Stored data entries -

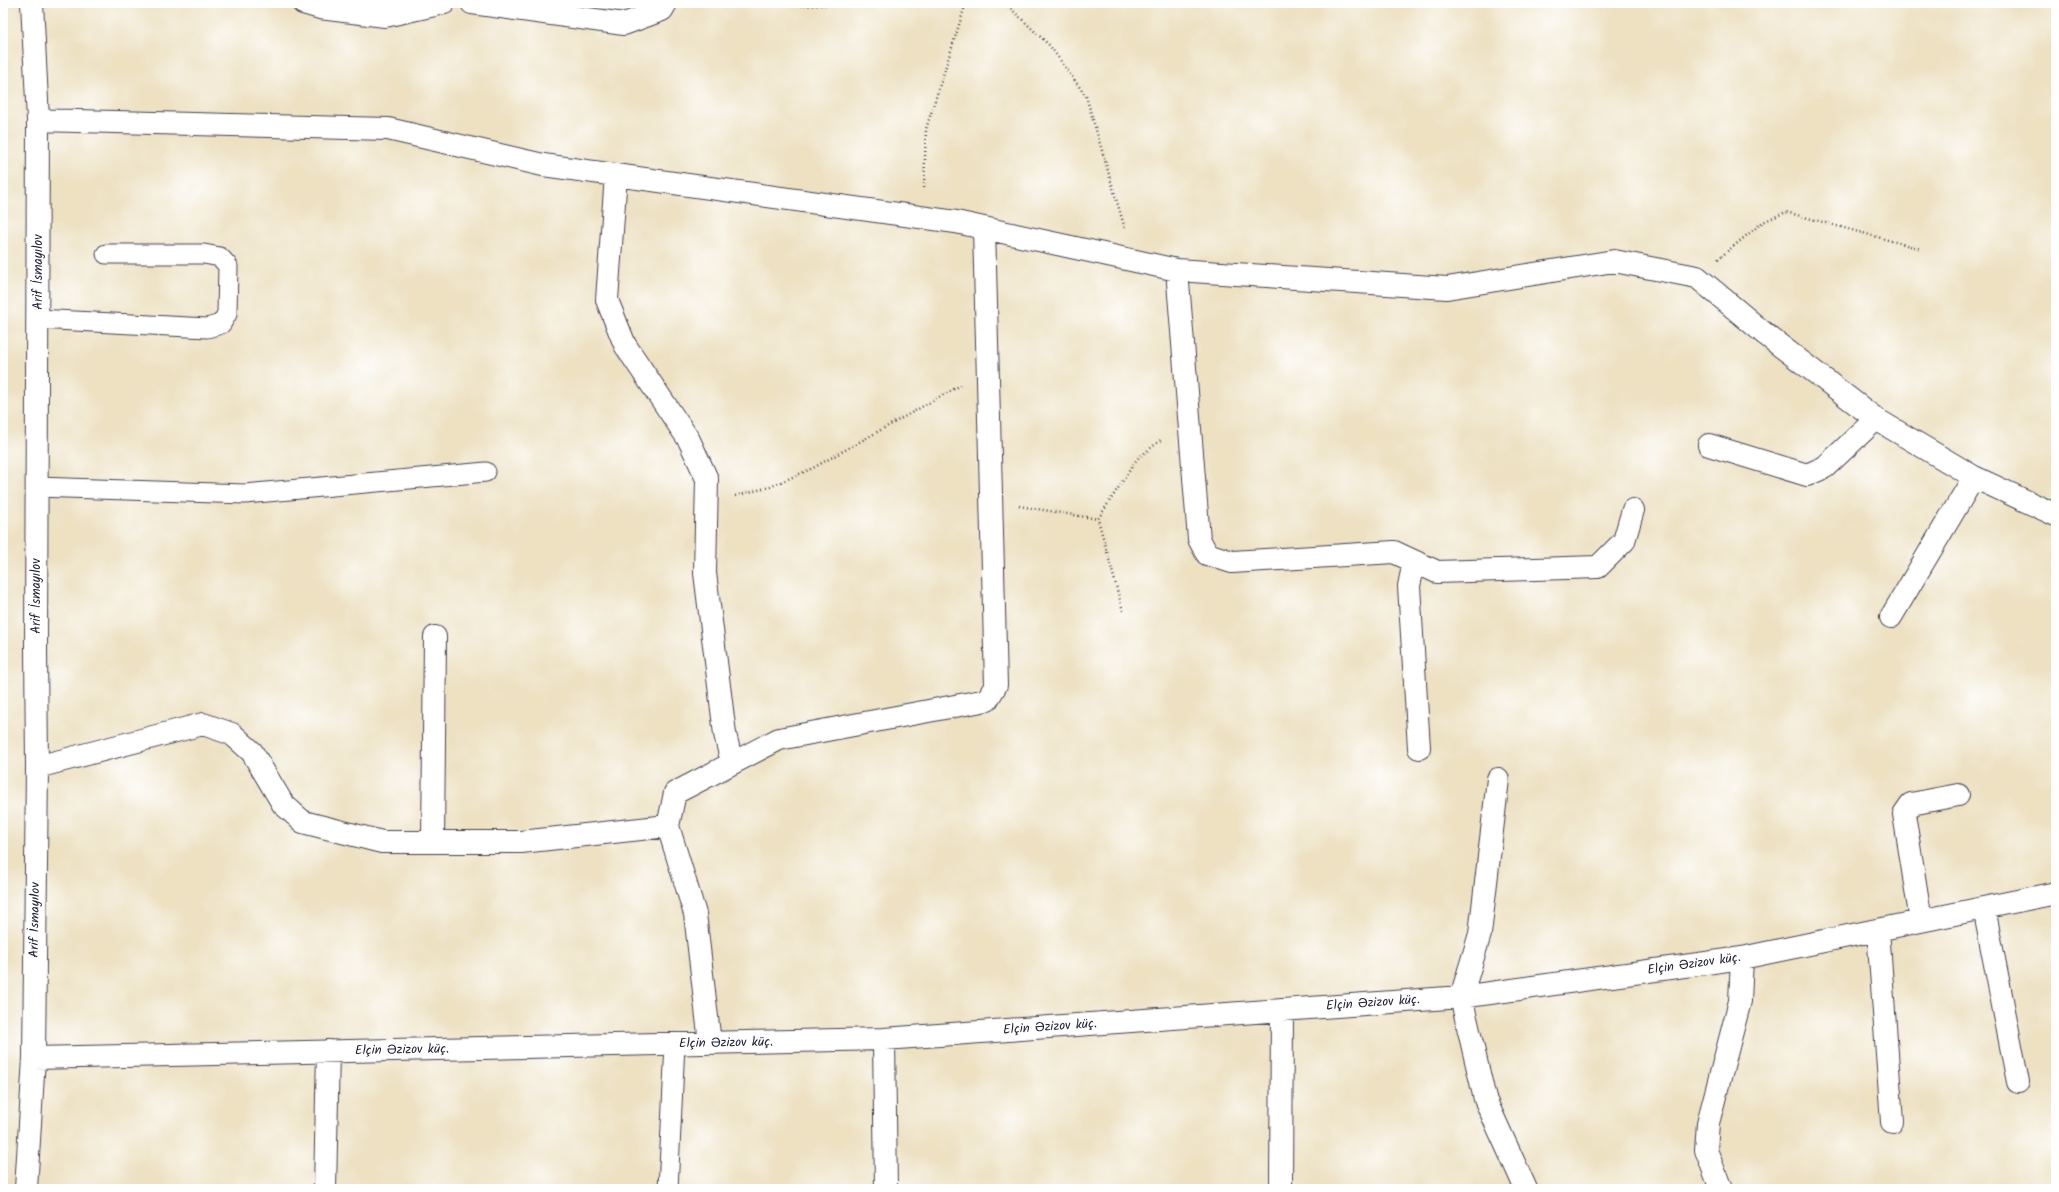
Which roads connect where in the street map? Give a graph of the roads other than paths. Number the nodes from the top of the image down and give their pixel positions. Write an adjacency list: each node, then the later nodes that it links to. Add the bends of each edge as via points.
1 (32, 3): 6 (street, Arif İsmayılov)
2 (303, 3): 3 (street, via 320,8 385,16)
3 (444, 3)
4 (472, 3): 5 (street, via 624,24 662,10)
5 (666, 3)
6 (38, 120): 7 (street, via 388,129 543,165); 11 (street, Arif İsmayılov)
7 (616, 174): 8 (street, via 923,217); 23 (street, via 607,300 625,345 689,440 707,479 704,573 725,734)
8 (984, 228): 10 (street); 23 (street, via 996,685 987,700 779,739)
9 (106, 254): 11 (lane, via 204,254 220,257 228,266 227,314 221,324 208,328)
10 (1177, 270): 12 (street, via 1447,288 1614,261 1698,277 1765,334); 19 (street, via 1199,539 1207,554 1232,562 1394,552)
11 (38, 319): 16 (street, Arif İsmayılov)
12 (1876, 419): 13 (street, via 1825,467 1807,475); 15 (street)
13 (1709, 445)
14 (486, 472): 16 (lane, via 245,494)
15 (1974, 477): 18 (street); 20 (street)
16 (37, 487): 24 (street, Arif İsmayılov)
17 (1633, 510): 19 (street, via 1624,542 1598,567 1437,572)
18 (2056, 515)
19 (1414, 562): 22 (street, via 1409,586)
20 (1891, 617)
21 (435, 637): 28 (street)
22 (1419, 748)
23 (732, 763): 27 (street, via 675,792)
24 (37, 767): 28 (street, via 203,724 232,734 252,752 283,804 303,822 382,842); 40 (street, Arif İsmayılov)
25 (1498, 779): 34 (street, via 1480,934)
26 (1958, 795): 31 (street, via 1911,804 1904,814)
27 (668, 826): 28 (street, via 521,842); 37 (street, via 695,914)
28 (433, 842)
29 (2056, 893): 30 (street, Elçin Əzizov küç.)
30 (1984, 908): 31 (street, Elçin Əzizov küç.); 41 (street)
31 (1921, 921): 32 (street, Elçin Əzizov küç.)
32 (1878, 930): 33 (street, Elçin Əzizov küç.); 42 (street)
33 (1742, 958): 34 (street, Elçin Əzizov küç.); 49 (street, via 1740,1001 1708,1123 1706,1150)
34 (1461, 997): 35 (street, Elçin Əzizov küç.); 48 (street, via 1485,1099)
35 (1282, 1010): 36 (street, Elçin Əzizov küç.); 47 (street)
36 (884, 1039): 37 (street, Elçin Əzizov küç.); 46 (street)
37 (710, 1043): 38 (street, Elçin Əzizov küç.)
38 (675, 1044): 39 (street, Elçin Əzizov küç.); 45 (lane)
39 (328, 1051): 40 (street, Elçin Əzizov küç.); 44 (street)
40 (34, 1058): 43 (street, Arif İsmayılov)
41 (2018, 1082)
42 (1892, 1122)
43 (26, 1189)
44 (325, 1189)
45 (668, 1189)
46 (886, 1189)
47 (1281, 1189)
48 (1526, 1189)
49 (1721, 1189)

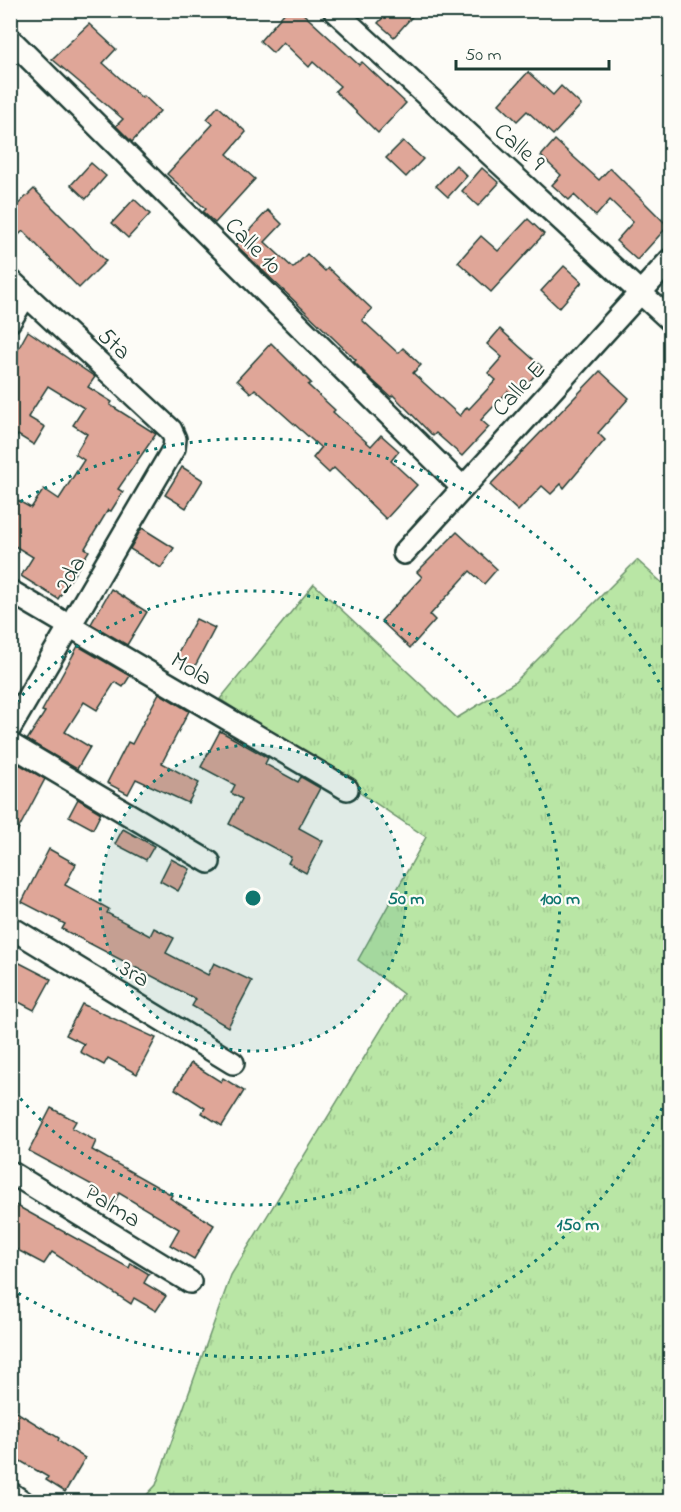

THE TASK - Every entry, exactly as written: transcribe it, passing over any pictures.

SOLUTION FOR THIS PROBLEM -
Which roads connect where in the street map? Give a graph of the roads other than paths. Number the nodes from the top of the image down and give their pixel positions. Write an adjacency list: each node, then the later nodes that it links to. Add the bends of each edge as via points.
1 (32, 3): 6 (street, Arif İsmayılov)
2 (303, 3): 3 (street, via 320,8 385,16)
3 (444, 3)
4 (472, 3): 5 (street, via 624,24 662,10)
5 (666, 3)
6 (38, 120): 7 (street, via 388,129 543,165); 11 (street, Arif İsmayılov)
7 (616, 174): 8 (street, via 923,217); 23 (street, via 607,300 625,345 689,440 707,479 704,573 725,734)
8 (984, 228): 10 (street); 23 (street, via 996,685 987,700 779,739)
9 (106, 254): 11 (lane, via 204,254 220,257 228,266 227,314 221,324 208,328)
10 (1177, 270): 12 (street, via 1447,288 1614,261 1698,277 1765,334); 19 (street, via 1199,539 1207,554 1232,562 1394,552)
11 (38, 319): 16 (street, Arif İsmayılov)
12 (1876, 419): 13 (street, via 1825,467 1807,475); 15 (street)
13 (1709, 445)
14 (486, 472): 16 (lane, via 245,494)
15 (1974, 477): 18 (street); 20 (street)
16 (37, 487): 24 (street, Arif İsmayılov)
17 (1633, 510): 19 (street, via 1624,542 1598,567 1437,572)
18 (2056, 515)
19 (1414, 562): 22 (street, via 1409,586)
20 (1891, 617)
21 (435, 637): 28 (street)
22 (1419, 748)
23 (732, 763): 27 (street, via 675,792)
24 (37, 767): 28 (street, via 203,724 232,734 252,752 283,804 303,822 382,842); 40 (street, Arif İsmayılov)
25 (1498, 779): 34 (street, via 1480,934)
26 (1958, 795): 31 (street, via 1911,804 1904,814)
27 (668, 826): 28 (street, via 521,842); 37 (street, via 695,914)
28 (433, 842)
29 (2056, 893): 30 (street, Elçin Əzizov küç.)
30 (1984, 908): 31 (street, Elçin Əzizov küç.); 41 (street)
31 (1921, 921): 32 (street, Elçin Əzizov küç.)
32 (1878, 930): 33 (street, Elçin Əzizov küç.); 42 (street)
33 (1742, 958): 34 (street, Elçin Əzizov küç.); 49 (street, via 1740,1001 1708,1123 1706,1150)
34 (1461, 997): 35 (street, Elçin Əzizov küç.); 48 (street, via 1485,1099)
35 (1282, 1010): 36 (street, Elçin Əzizov küç.); 47 (street)
36 (884, 1039): 37 (street, Elçin Əzizov küç.); 46 (street)
37 (710, 1043): 38 (street, Elçin Əzizov küç.)
38 (675, 1044): 39 (street, Elçin Əzizov küç.); 45 (lane)
39 (328, 1051): 40 (street, Elçin Əzizov küç.); 44 (street)
40 (34, 1058): 43 (street, Arif İsmayılov)
41 (2018, 1082)
42 (1892, 1122)
43 (26, 1189)
44 (325, 1189)
45 (668, 1189)
46 (886, 1189)
47 (1281, 1189)
48 (1526, 1189)
49 (1721, 1189)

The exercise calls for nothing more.